[Stored data entries]
[Start of Attachment]

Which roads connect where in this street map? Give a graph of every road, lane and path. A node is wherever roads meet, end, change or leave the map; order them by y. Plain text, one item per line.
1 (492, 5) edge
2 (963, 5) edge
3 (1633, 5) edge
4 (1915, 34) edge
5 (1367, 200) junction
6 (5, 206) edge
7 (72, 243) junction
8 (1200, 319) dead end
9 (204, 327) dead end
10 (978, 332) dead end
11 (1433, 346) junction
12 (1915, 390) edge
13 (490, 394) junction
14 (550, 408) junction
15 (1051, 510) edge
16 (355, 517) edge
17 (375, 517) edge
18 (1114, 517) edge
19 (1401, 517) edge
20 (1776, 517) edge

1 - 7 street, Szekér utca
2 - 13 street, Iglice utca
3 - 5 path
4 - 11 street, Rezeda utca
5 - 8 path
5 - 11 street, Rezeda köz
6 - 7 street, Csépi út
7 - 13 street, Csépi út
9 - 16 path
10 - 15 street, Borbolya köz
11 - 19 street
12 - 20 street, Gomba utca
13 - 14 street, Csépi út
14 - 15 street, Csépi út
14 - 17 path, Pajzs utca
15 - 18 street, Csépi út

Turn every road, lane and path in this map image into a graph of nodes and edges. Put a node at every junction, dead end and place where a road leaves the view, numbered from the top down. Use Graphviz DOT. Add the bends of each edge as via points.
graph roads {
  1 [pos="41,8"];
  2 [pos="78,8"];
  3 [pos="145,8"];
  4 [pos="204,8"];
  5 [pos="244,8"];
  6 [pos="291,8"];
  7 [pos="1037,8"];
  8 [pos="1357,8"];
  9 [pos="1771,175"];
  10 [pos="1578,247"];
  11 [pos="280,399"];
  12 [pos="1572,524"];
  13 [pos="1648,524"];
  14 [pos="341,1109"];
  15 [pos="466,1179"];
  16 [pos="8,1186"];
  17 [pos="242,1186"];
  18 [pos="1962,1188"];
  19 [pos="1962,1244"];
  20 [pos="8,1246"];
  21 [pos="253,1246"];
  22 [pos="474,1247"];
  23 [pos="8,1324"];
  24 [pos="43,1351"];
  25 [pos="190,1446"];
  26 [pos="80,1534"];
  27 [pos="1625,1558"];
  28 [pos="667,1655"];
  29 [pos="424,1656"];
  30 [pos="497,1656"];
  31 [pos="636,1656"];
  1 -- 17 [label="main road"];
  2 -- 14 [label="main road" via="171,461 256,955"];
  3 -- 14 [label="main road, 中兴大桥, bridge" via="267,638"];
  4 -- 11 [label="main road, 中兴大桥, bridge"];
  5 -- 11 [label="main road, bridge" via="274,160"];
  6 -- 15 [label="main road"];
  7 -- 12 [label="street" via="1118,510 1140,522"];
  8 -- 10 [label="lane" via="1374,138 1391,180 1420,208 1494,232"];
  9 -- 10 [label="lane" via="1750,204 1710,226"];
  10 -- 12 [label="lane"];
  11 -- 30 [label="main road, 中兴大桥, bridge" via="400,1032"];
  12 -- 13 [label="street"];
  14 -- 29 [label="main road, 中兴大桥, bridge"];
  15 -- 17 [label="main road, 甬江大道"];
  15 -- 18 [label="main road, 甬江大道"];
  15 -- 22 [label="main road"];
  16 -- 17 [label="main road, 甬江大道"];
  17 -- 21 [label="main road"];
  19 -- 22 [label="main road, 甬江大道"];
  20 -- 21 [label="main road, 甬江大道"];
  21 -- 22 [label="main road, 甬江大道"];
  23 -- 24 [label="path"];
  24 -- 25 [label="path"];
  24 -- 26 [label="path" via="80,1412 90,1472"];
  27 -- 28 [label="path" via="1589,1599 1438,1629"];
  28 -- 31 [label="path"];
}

[End of Attachment]

== YOUR INSTRUCTIONS ==
Print out all of the data above word for word.

== EXPECTED ANSWER ==
Which roads connect where in this street map? Give a graph of every road, lane and path. A node is wherever roads meet, end, change or leave the map; order them by y. Plain text, one item per line.
1 (492, 5) edge
2 (963, 5) edge
3 (1633, 5) edge
4 (1915, 34) edge
5 (1367, 200) junction
6 (5, 206) edge
7 (72, 243) junction
8 (1200, 319) dead end
9 (204, 327) dead end
10 (978, 332) dead end
11 (1433, 346) junction
12 (1915, 390) edge
13 (490, 394) junction
14 (550, 408) junction
15 (1051, 510) edge
16 (355, 517) edge
17 (375, 517) edge
18 (1114, 517) edge
19 (1401, 517) edge
20 (1776, 517) edge

1 - 7 street, Szekér utca
2 - 13 street, Iglice utca
3 - 5 path
4 - 11 street, Rezeda utca
5 - 8 path
5 - 11 street, Rezeda köz
6 - 7 street, Csépi út
7 - 13 street, Csépi út
9 - 16 path
10 - 15 street, Borbolya köz
11 - 19 street
12 - 20 street, Gomba utca
13 - 14 street, Csépi út
14 - 15 street, Csépi út
14 - 17 path, Pajzs utca
15 - 18 street, Csépi út

Turn every road, lane and path in this map image into a graph of nodes and edges. Put a node at every junction, dead end and place where a road leaves the view, numbered from the top down. Use Graphviz DOT. Add the bends of each edge as via points.
graph roads {
  1 [pos="41,8"];
  2 [pos="78,8"];
  3 [pos="145,8"];
  4 [pos="204,8"];
  5 [pos="244,8"];
  6 [pos="291,8"];
  7 [pos="1037,8"];
  8 [pos="1357,8"];
  9 [pos="1771,175"];
  10 [pos="1578,247"];
  11 [pos="280,399"];
  12 [pos="1572,524"];
  13 [pos="1648,524"];
  14 [pos="341,1109"];
  15 [pos="466,1179"];
  16 [pos="8,1186"];
  17 [pos="242,1186"];
  18 [pos="1962,1188"];
  19 [pos="1962,1244"];
  20 [pos="8,1246"];
  21 [pos="253,1246"];
  22 [pos="474,1247"];
  23 [pos="8,1324"];
  24 [pos="43,1351"];
  25 [pos="190,1446"];
  26 [pos="80,1534"];
  27 [pos="1625,1558"];
  28 [pos="667,1655"];
  29 [pos="424,1656"];
  30 [pos="497,1656"];
  31 [pos="636,1656"];
  1 -- 17 [label="main road"];
  2 -- 14 [label="main road" via="171,461 256,955"];
  3 -- 14 [label="main road, 中兴大桥, bridge" via="267,638"];
  4 -- 11 [label="main road, 中兴大桥, bridge"];
  5 -- 11 [label="main road, bridge" via="274,160"];
  6 -- 15 [label="main road"];
  7 -- 12 [label="street" via="1118,510 1140,522"];
  8 -- 10 [label="lane" via="1374,138 1391,180 1420,208 1494,232"];
  9 -- 10 [label="lane" via="1750,204 1710,226"];
  10 -- 12 [label="lane"];
  11 -- 30 [label="main road, 中兴大桥, bridge" via="400,1032"];
  12 -- 13 [label="street"];
  14 -- 29 [label="main road, 中兴大桥, bridge"];
  15 -- 17 [label="main road, 甬江大道"];
  15 -- 18 [label="main road, 甬江大道"];
  15 -- 22 [label="main road"];
  16 -- 17 [label="main road, 甬江大道"];
  17 -- 21 [label="main road"];
  19 -- 22 [label="main road, 甬江大道"];
  20 -- 21 [label="main road, 甬江大道"];
  21 -- 22 [label="main road, 甬江大道"];
  23 -- 24 [label="path"];
  24 -- 25 [label="path"];
  24 -- 26 [label="path" via="80,1412 90,1472"];
  27 -- 28 [label="path" via="1589,1599 1438,1629"];
  28 -- 31 [label="path"];
}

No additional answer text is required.